On the night war was declared in 1939, 80 men of that Company were called from their beds to man the searchlights in case of invasion. The men spent 12 months in barracks on the hill behind the Battery before being posted elsewhere. Some were transferred to Fort Direction at South Arm, built during the Second World War. Others went overseas to fight, some did not return.

Maritime Links

"Them that ask no questions isn't told a lie. Watch the wall, my darling, while the Gentlemen go by!"
- From A Smuggler's Song, by Rudyard Kipling.

In the early days of the colony, smuggling was good business. Barrels of wine and spirits and wooden kegs of tobacco were off-loaded from vessels in the harbour and brought ashore under cover of darkness. Free from duties, the contraband was sold on the cheap to local publicans, without much interference from the customs men, some of whom lived in Sandy Bay and drank in the bar of the Traveller's Rest while the sly grog was being brought in through the back door.

The smuggling trade left its mark on the local landscape - Porter Hill was named for the barrels of porter, a style of dark beer, that were hidden in the bush there.

Niberlooner

In conversation with the chief Woorrady.

Said he saw the first ships come to Van Diemen's Land when they settled at Hobart Town, called Niberlooner...

.. when they saw the first ships coming at sea they were frightened and said it was Wrageowrapper (the Devil), that when the first pepole settled they cut down the trees, built houses, dug the ground and planted that by and by more ships came, then at last plenty of ships that the natives went to the mountins, went and looked at what he white people did, went and told other natives and they came and looked too.

... that the Pydare natives speared some white men who landed in a boat, one man in the thigh that white men went after the natives, the natives see them come but did not run away, saw their by and by white men shoot two blacks dead when they all become frightened and run away.

George Augustus Robinson,
11 July 1831. Van Diemen's Land.

Stories in the Rocks

Near this place around 26 million years ago, a sluggish river of ash and a gush of molten rock flowed down the hillside to the south and into the valley of the ancestral River Derwent.

In those days, the sea level was much lower than it is now and the river meandered across a broad, flat plain. At each bend, it deposited its sediment of silt and sand. When the volcanic activity began, a layer of rubbly as rolled over the sand. Later, the liquid rock flowed down, cooking the top layer, then hardening into the dark-grey basalt that forms the shoreline around Blinking Billy Point.

You can see all this quite clearly today - take a stroll around the point and walk along the cobbled beach to the cave.

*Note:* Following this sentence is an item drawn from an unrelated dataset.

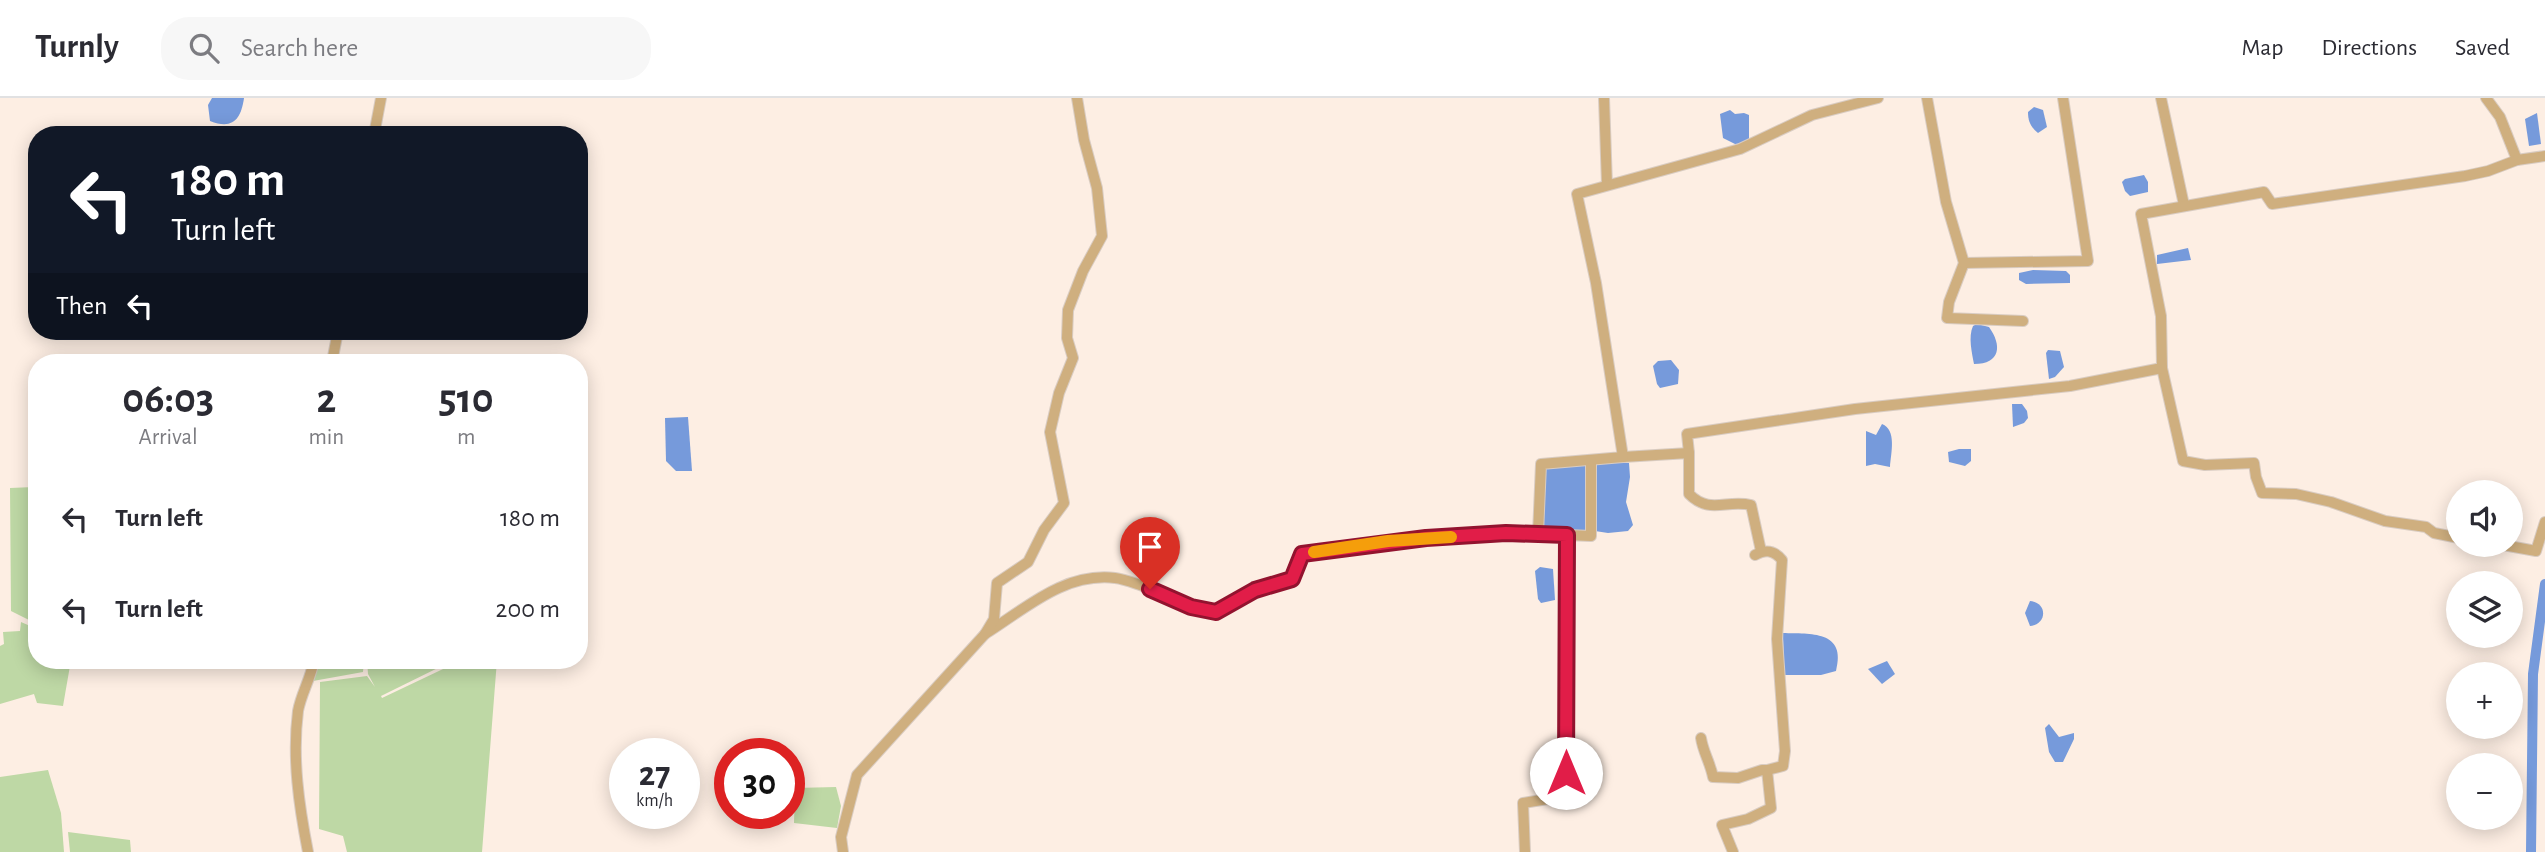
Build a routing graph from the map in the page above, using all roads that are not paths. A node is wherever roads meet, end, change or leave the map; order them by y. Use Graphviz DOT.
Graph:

The stories of the Earth are as clear as they were when Charles Darwin wandered along the same coastline in 1836 and jotted notes about the same rocks.

Handy fins and coloured wings

Spotted handfish only live in the sheltered bays of the lower Derwent. These remarkable fish get about by walking along he sandy sea-bed n their fins. Spotted handfish are an endangered species - their limited habitat is threatened by the introduced Northern Pacific sea star and by coastal development, which increases silt run-off.

Another endangered species that uses this area is the swift parrot, which needs mature blue gums found here for food and nesting hollows.